Dışişleri Bakanlığı Sözcüsü Vang Vınbin, Pekin'de düzenlediği günlük basın toplantısında konuyla ilgili soruya verdiği yanıtta, Asya-Pasifik bölgesinin dünya için "barış ve kalkınma çıpası" olduğunu belirterek yeniden jeopolitik rekabetin alanı haline gelmemesi gerektiğini vurguladı.
Güvenlik alanında değişimin ve düzensizliğin hakim olduğu bir dünyada tüm ülkelerin, "insanlık için ortak güvenliği paylaşan topluluk" anlayışıyla hareket etmeleri ve güvenlik alanındaki sorunları çok taraflılıkla ele almaları gerektiğini kaydeden Sözcü Vang, "Dışlayıcı gruplar oluşturmaya, bloklar arası cepheleşmeyi ve askeri blokları Asya-Pasifik'e taşımaya yönelik girişimlere bölge ülkeleri karşı çıkacaktır" dedi.
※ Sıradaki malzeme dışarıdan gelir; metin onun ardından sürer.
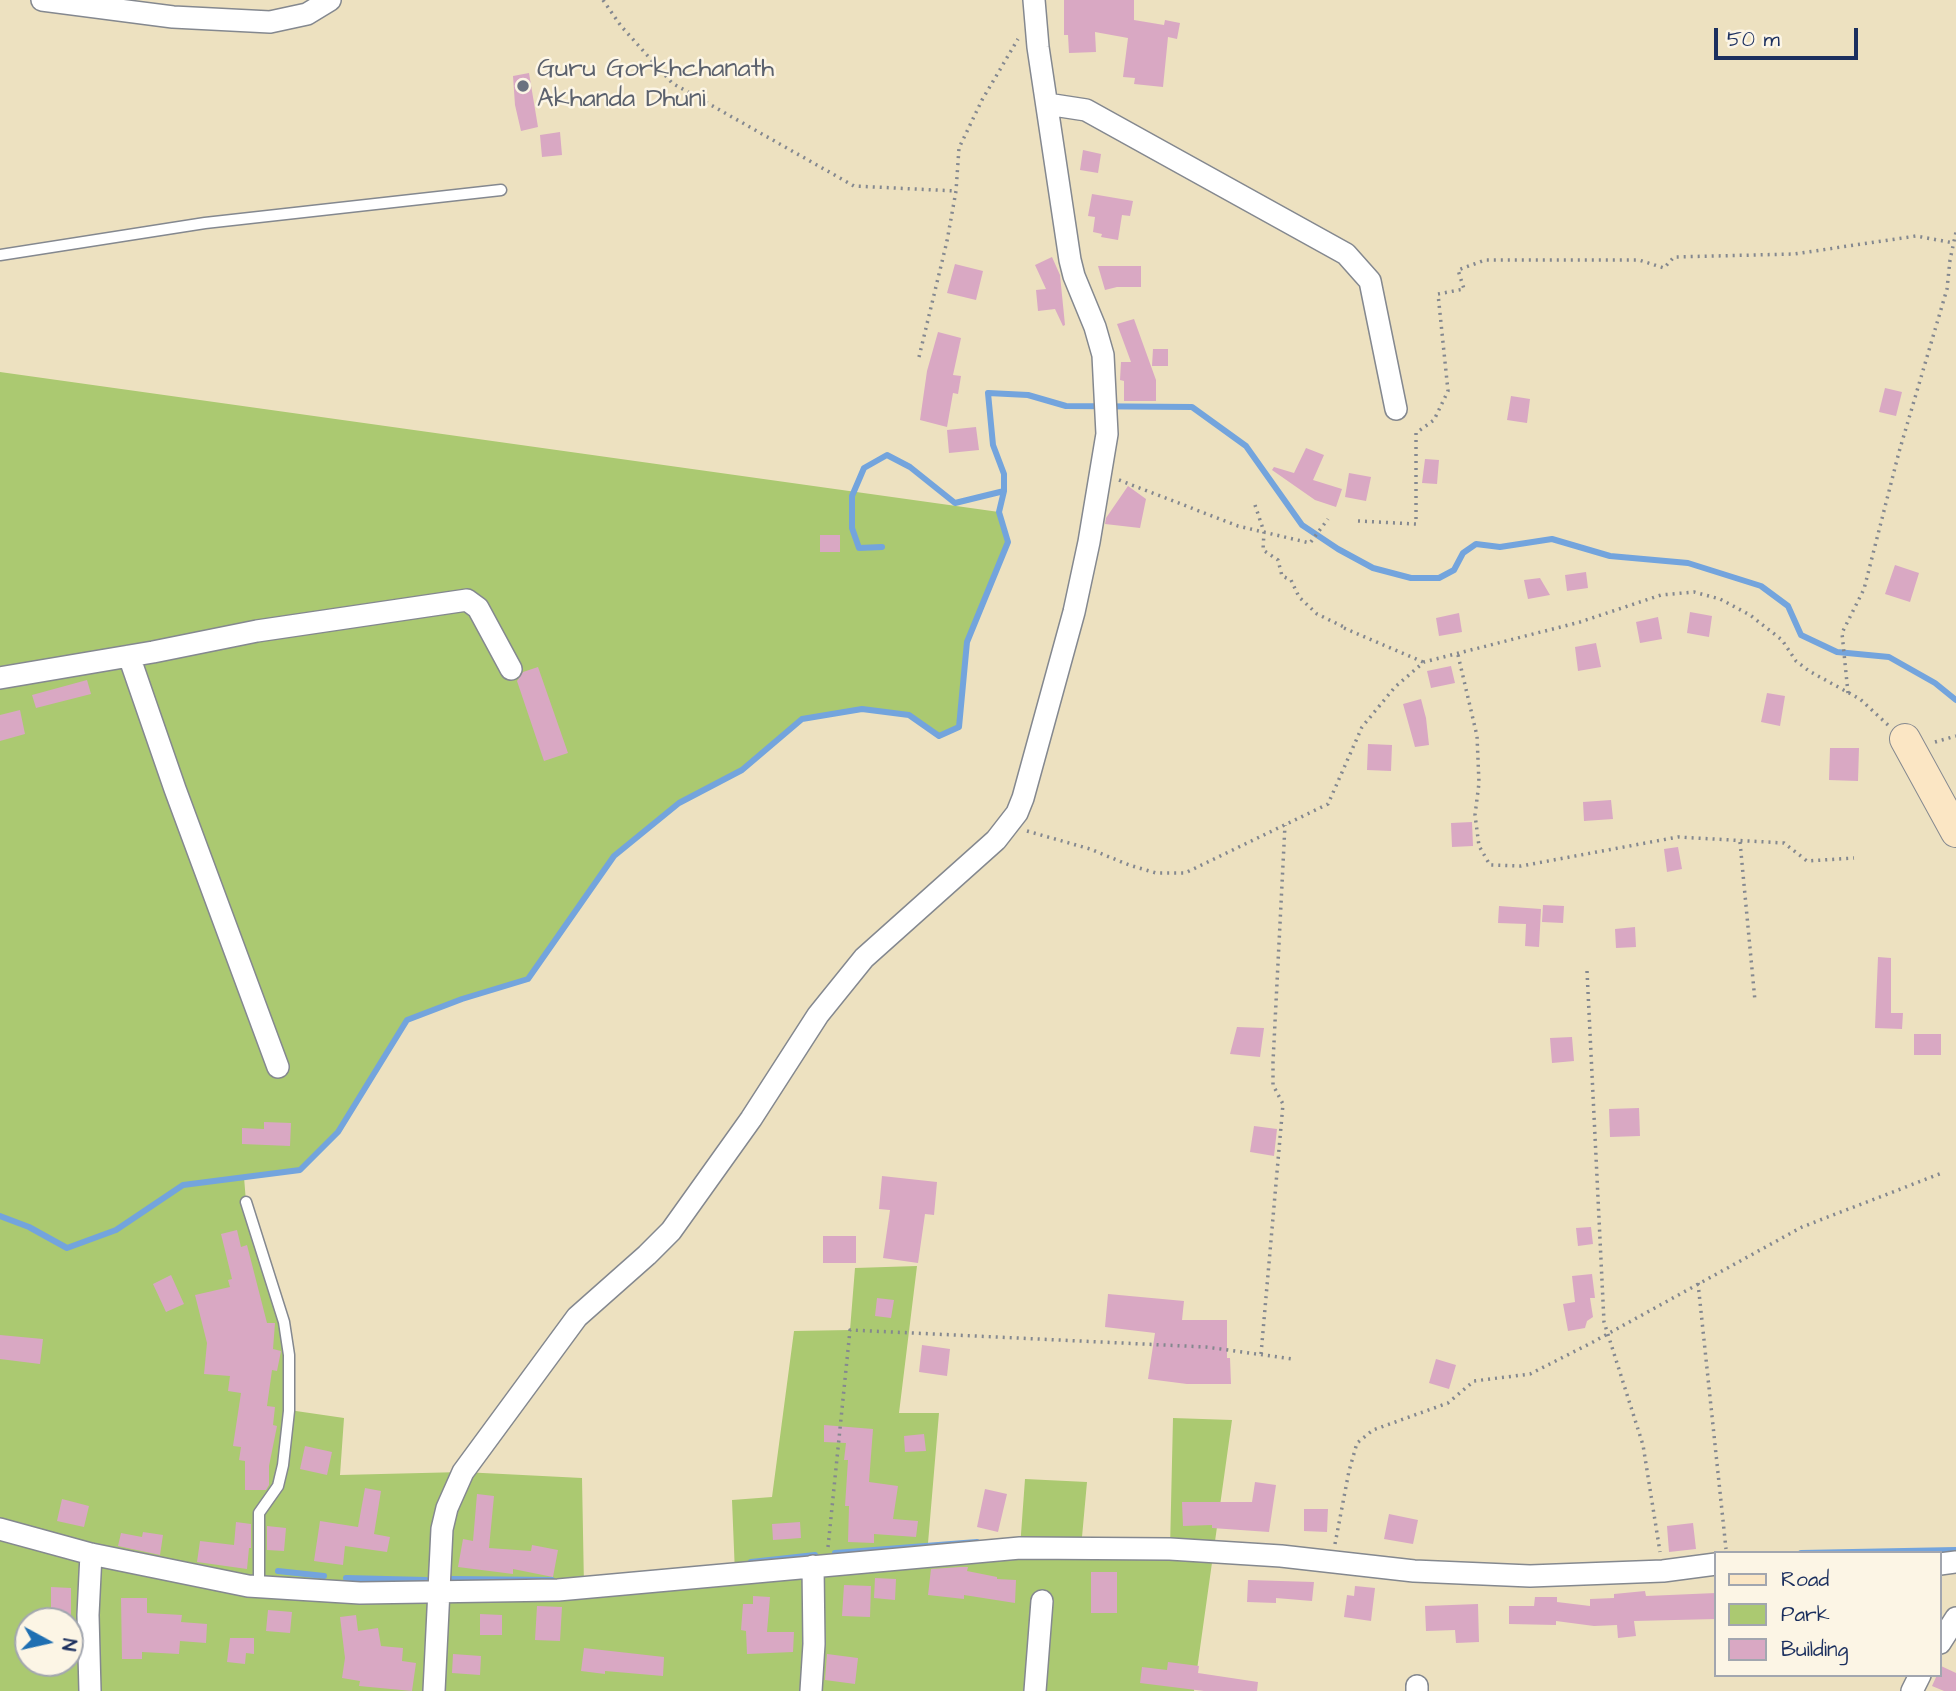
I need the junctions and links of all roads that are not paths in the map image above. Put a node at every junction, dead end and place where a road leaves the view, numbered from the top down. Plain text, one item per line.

Vang, hiçbir ülkenin kendi güvenliğini başka ülkelerin güvenlik çıkarları, bölgesel barış ve istikrarı pahasına sağlayamayacağının altını çizerek, "Asya-Pasifik, barış ve kalkınmanın çıpası, ekonomik işbirliği ve büyümenin vadedilmiş topraklarıdır, yeniden jeopolitik rekabetin güreş meydanı haline getirilmemelidir" ifadelerini kullandı.
ABD Başkanı Joe Biden'ın ev sahipliğinde bugün başlayacak zirveye Güney Kore Devlet Başkanı Yoon Suk-yeol ve Japonya Başbakanı Kişida Fumio katılacak.
Yakın geçmişte tarihi görüşmelere tanıklık eden Amerikan başkanlarının Maryland eyaletindeki sayfiyesi Camp David'deki zirvede tarafların Kuzey Kore'ye karşı askeri işbirliğini geliştirme planlarını açıklaması bekleniyor.
Zirvenin arka planında ABD'nin Çin'in artan küresel ve bölgesel gücüne karşı onun Doğu Asya'daki komşusu olan iki ortağıyla ittifak bağlarını güçlendirme niyetinin işaretlerini görmesi, Pekin'in üçlü buluşmayı dikkatle ve endişeyle izlemesine yol açıyor.
'Yeni bir soğuk savaşın trompetleri
Ülkeyi yöneten Çin Komünist Partisinin (ÇKP) yayın organı Global Times gazetesinde yayımlanan başyazıda Camp David'de yapılması planlanan üçlü zirvenin "yeni bir soğuk savaşın trompetlerini çaldığı", bunun "Kuzeydoğu Asya ve tüm dünya için uğursuz bir işaret olduğu" yorumu yapıldı.
Zirve buluşmasının "güvenliğin paylaşılması" adı altında yeni bir güvenlik bloku oluşturmayı hedeflediği savunulan yazıda, "Bu yapısı itibarıyla ideolojik tınıları ve eşitsizlikleri güçlendiren, yaklaşımı itibarıyla ise açıkça dışlayıcılığa, rekabete, blok temelli kamplaşmaya meyleden bir birliktelik" değerlendirmesine yer verildi.
Öte yandan Pekin yönetiminin, liderlerin zirvede yapacakları açıklamalarda egemenlik ihtilafı içinde bulunduğu Tayvan'a ilişkin ifadelerine karşı hassas olacağı öngörülüyor.